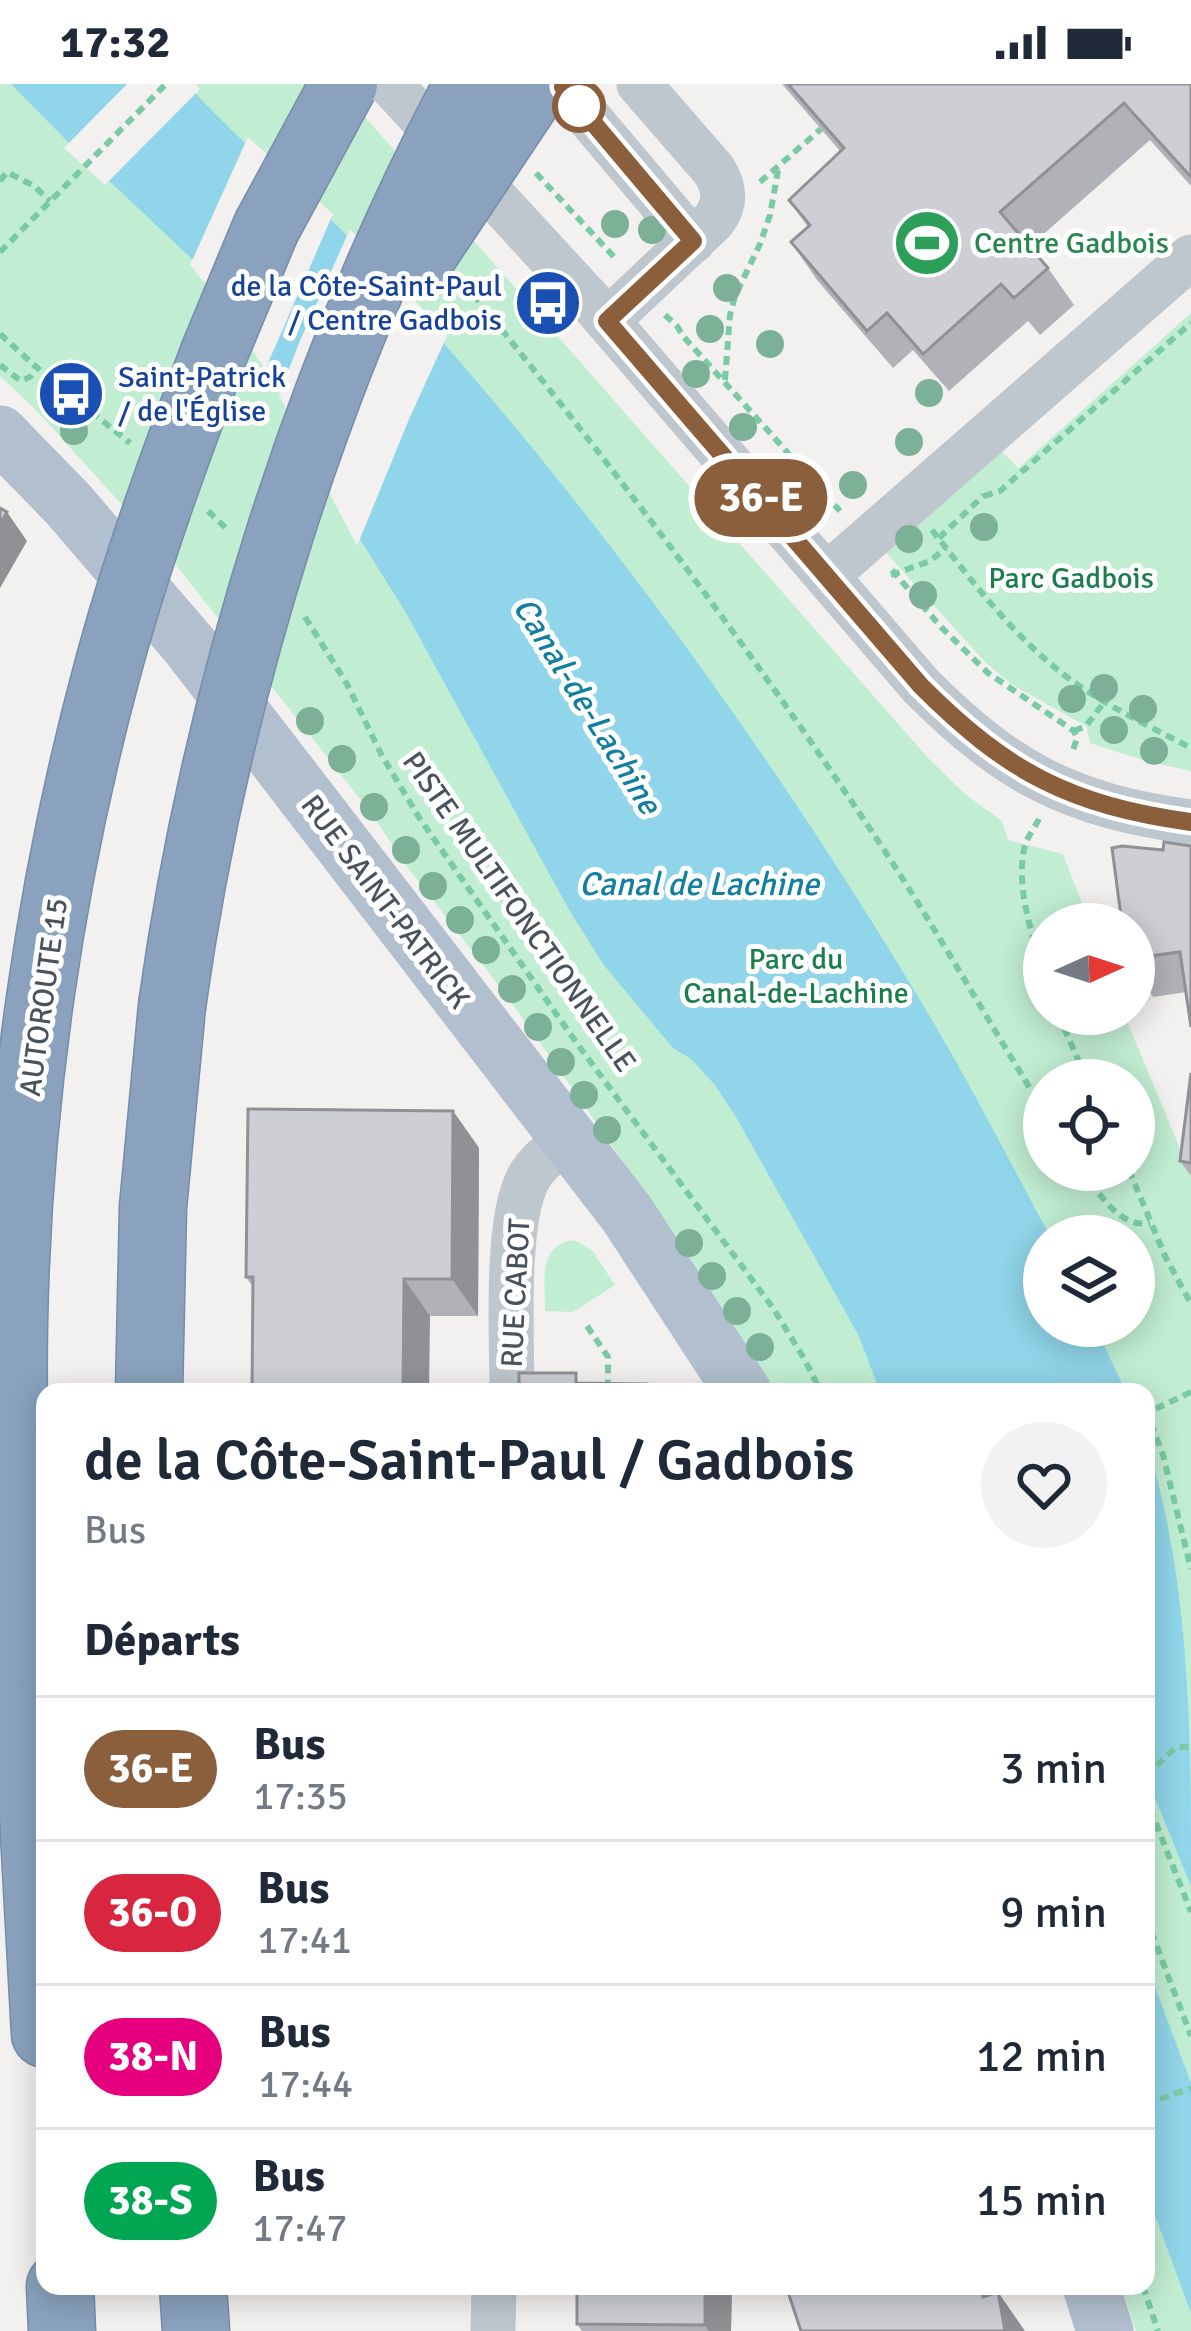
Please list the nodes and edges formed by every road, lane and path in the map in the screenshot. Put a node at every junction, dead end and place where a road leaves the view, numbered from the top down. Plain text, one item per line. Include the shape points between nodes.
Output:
1 (166, 84) edge
2 (330, 84) edge
3 (344, 84) edge
4 (390, 84) edge
5 (468, 84) edge
6 (537, 84) edge
7 (547, 84) edge
8 (564, 84) edge
9 (638, 84) edge
10 (821, 129) edge
11 (467, 166) junction
12 (534, 170) dead end
13 (0, 181) edge
14 (50, 201) junction
15 (266, 228) junction
16 (693, 241) junction
17 (0, 252) edge
18 (1191, 257) edge
19 (627, 271) dead end
20 (460, 278) dead end
21 (664, 315) dead end
22 (607, 321) junction
23 (1191, 323) edge
24 (0, 334) edge
25 (0, 365) edge
26 (37, 367) junction
27 (725, 380) junction
28 (719, 394) dead end
29 (0, 434) edge
30 (139, 449) dead end
31 (306, 459) junction
32 (984, 496) dead end
33 (203, 506) dead end
34 (852, 524) dead end
35 (928, 524) dead end
36 (242, 544) dead end
37 (946, 548) junction
38 (884, 562) dead end
39 (894, 572) junction
40 (827, 575) junction
41 (884, 582) dead end
42 (302, 613) dead end
43 (1105, 701) junction
44 (1075, 731) junction
45 (1075, 747) dead end
46 (1191, 748) edge
47 (1191, 821) edge
48 (1028, 839) dead end
49 (1027, 903) edge
50 (1023, 1077) edge
51 (568, 1140) junction
52 (1098, 1191) edge
53 (1121, 1215) edge
54 (1155, 1233) edge
55 (1191, 1304) edge
56 (587, 1326) dead end
57 (604, 1327) dead end
58 (593, 1334) junction
59 (149, 1383) edge
60 (512, 1383) edge
61 (608, 1383) edge
62 (737, 1383) edge
63 (816, 1383) edge
64 (1191, 1392) edge
65 (1155, 1409) edge
66 (1155, 1434) edge
67 (1191, 1569) edge
68 (0, 1572) edge
69 (36, 1572) edge
70 (1191, 1747) edge
71 (1155, 1767) edge
72 (1155, 1821) edge
73 (36, 1870) edge
74 (1191, 1912) edge
75 (1155, 1942) edge
76 (1191, 2036) edge
77 (1191, 2088) edge
78 (1155, 2101) edge
79 (60, 2295) edge
80 (194, 2295) edge
81 (494, 2295) edge
82 (1094, 2295) edge
83 (1146, 2295) edge
84 (62, 2331) edge
85 (196, 2331) edge
86 (493, 2331) edge
87 (1105, 2331) edge
88 (1158, 2331) edge

1 - 14 path
2 - 15 highway, bridge
3 - 15 highway, AUTOROUTE 15, bridge
4 - 11 street
5 - 31 highway, bridge via 391,241
6 - 31 highway, bridge via 430,243
7 - 11 street
8 - 16 street
9 - 16 street via 720,180 719,213
10 - 27 path via 779,165 770,215 730,315
11 - 22 street
12 - 19 path
13 - 14 path via 8,172
14 - 17 path
15 - 73 highway, AUTOROUTE 15, bridge via 123,616 56,907 33,1059 16,1268 14,1476
16 - 22 street
18 - 40 street
20 - 50 path via 822,758
21 - 27 path
22 - 40 street
23 - 32 path
24 - 26 path
25 - 26 path via 21,381
26 - 30 path
27 - 28 path
27 - 34 path
29 - 51 main road, RUE SAINT-PATRICK via 189,645
31 - 59 highway, bridge via 224,731 178,963 154,1188
33 - 36 path
35 - 37 path
37 - 39 path
37 - 43 path via 1019,633
38 - 39 path
39 - 41 path
39 - 44 path via 988,673
40 - 47 street via 950,715 1026,773 1083,800
42 - 63 path, PISTE MULTIFONCTIONNELLE via 431,836 750,1275
43 - 44 path
43 - 46 path
44 - 45 path
48 - 49 path
51 - 60 street, RUE CABOT via 535,1168 522,1197
51 - 62 main road, RUE SAINT-PATRICK via 627,1214
52 - 53 path
54 - 55 path
56 - 58 path
57 - 58 path
58 - 61 path via 608,1357
64 - 65 path
66 - 67 path
68 - 69 street
70 - 71 path via 1176,1747
72 - 74 path
75 - 76 path
77 - 78 path
79 - 84 highway
80 - 85 highway
81 - 86 street
82 - 87 main road
83 - 88 path

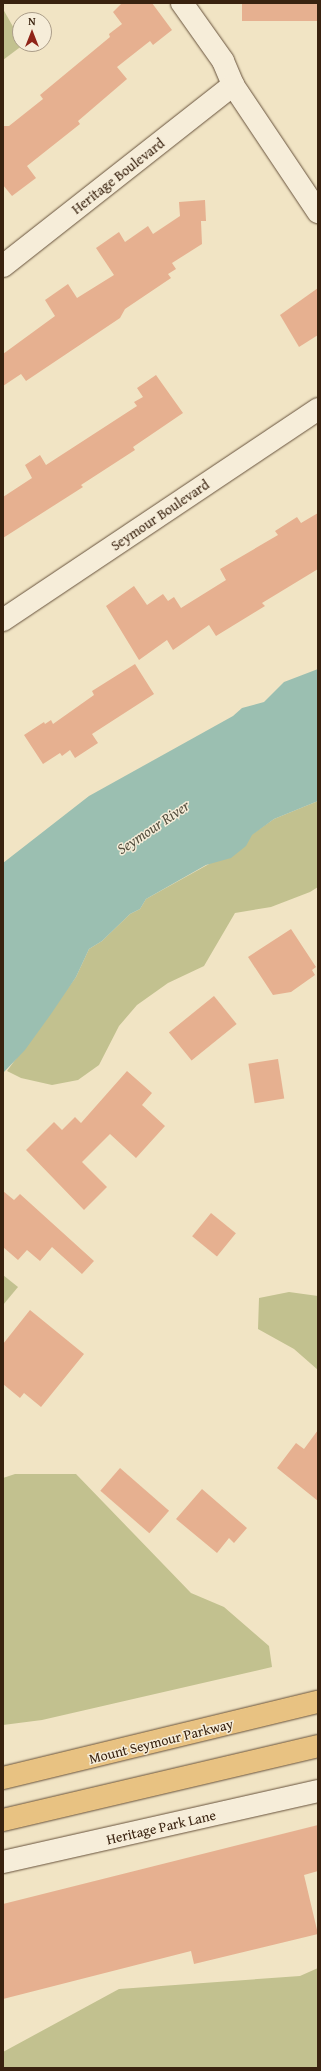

• • • • •

• TASK GOAL: Write out all the records exactly, omitting the images.

• ANSWER SPACE:
Please list the nodes and edges formed by every road, lane and path in the map in the screenshot. Put a node at every junction, dead end and place where a road leaves the view, numbered from the top down. Plain text, one item per line. Include the shape points between nodes.
Output:
1 (166, 84) edge
2 (330, 84) edge
3 (344, 84) edge
4 (390, 84) edge
5 (468, 84) edge
6 (537, 84) edge
7 (547, 84) edge
8 (564, 84) edge
9 (638, 84) edge
10 (821, 129) edge
11 (467, 166) junction
12 (534, 170) dead end
13 (0, 181) edge
14 (50, 201) junction
15 (266, 228) junction
16 (693, 241) junction
17 (0, 252) edge
18 (1191, 257) edge
19 (627, 271) dead end
20 (460, 278) dead end
21 (664, 315) dead end
22 (607, 321) junction
23 (1191, 323) edge
24 (0, 334) edge
25 (0, 365) edge
26 (37, 367) junction
27 (725, 380) junction
28 (719, 394) dead end
29 (0, 434) edge
30 (139, 449) dead end
31 (306, 459) junction
32 (984, 496) dead end
33 (203, 506) dead end
34 (852, 524) dead end
35 (928, 524) dead end
36 (242, 544) dead end
37 (946, 548) junction
38 (884, 562) dead end
39 (894, 572) junction
40 (827, 575) junction
41 (884, 582) dead end
42 (302, 613) dead end
43 (1105, 701) junction
44 (1075, 731) junction
45 (1075, 747) dead end
46 (1191, 748) edge
47 (1191, 821) edge
48 (1028, 839) dead end
49 (1027, 903) edge
50 (1023, 1077) edge
51 (568, 1140) junction
52 (1098, 1191) edge
53 (1121, 1215) edge
54 (1155, 1233) edge
55 (1191, 1304) edge
56 (587, 1326) dead end
57 (604, 1327) dead end
58 (593, 1334) junction
59 (149, 1383) edge
60 (512, 1383) edge
61 (608, 1383) edge
62 (737, 1383) edge
63 (816, 1383) edge
64 (1191, 1392) edge
65 (1155, 1409) edge
66 (1155, 1434) edge
67 (1191, 1569) edge
68 (0, 1572) edge
69 (36, 1572) edge
70 (1191, 1747) edge
71 (1155, 1767) edge
72 (1155, 1821) edge
73 (36, 1870) edge
74 (1191, 1912) edge
75 (1155, 1942) edge
76 (1191, 2036) edge
77 (1191, 2088) edge
78 (1155, 2101) edge
79 (60, 2295) edge
80 (194, 2295) edge
81 (494, 2295) edge
82 (1094, 2295) edge
83 (1146, 2295) edge
84 (62, 2331) edge
85 (196, 2331) edge
86 (493, 2331) edge
87 (1105, 2331) edge
88 (1158, 2331) edge

1 - 14 path
2 - 15 highway, bridge
3 - 15 highway, AUTOROUTE 15, bridge
4 - 11 street
5 - 31 highway, bridge via 391,241
6 - 31 highway, bridge via 430,243
7 - 11 street
8 - 16 street
9 - 16 street via 720,180 719,213
10 - 27 path via 779,165 770,215 730,315
11 - 22 street
12 - 19 path
13 - 14 path via 8,172
14 - 17 path
15 - 73 highway, AUTOROUTE 15, bridge via 123,616 56,907 33,1059 16,1268 14,1476
16 - 22 street
18 - 40 street
20 - 50 path via 822,758
21 - 27 path
22 - 40 street
23 - 32 path
24 - 26 path
25 - 26 path via 21,381
26 - 30 path
27 - 28 path
27 - 34 path
29 - 51 main road, RUE SAINT-PATRICK via 189,645
31 - 59 highway, bridge via 224,731 178,963 154,1188
33 - 36 path
35 - 37 path
37 - 39 path
37 - 43 path via 1019,633
38 - 39 path
39 - 41 path
39 - 44 path via 988,673
40 - 47 street via 950,715 1026,773 1083,800
42 - 63 path, PISTE MULTIFONCTIONNELLE via 431,836 750,1275
43 - 44 path
43 - 46 path
44 - 45 path
48 - 49 path
51 - 60 street, RUE CABOT via 535,1168 522,1197
51 - 62 main road, RUE SAINT-PATRICK via 627,1214
52 - 53 path
54 - 55 path
56 - 58 path
57 - 58 path
58 - 61 path via 608,1357
64 - 65 path
66 - 67 path
68 - 69 street
70 - 71 path via 1176,1747
72 - 74 path
75 - 76 path
77 - 78 path
79 - 84 highway
80 - 85 highway
81 - 86 street
82 - 87 main road
83 - 88 path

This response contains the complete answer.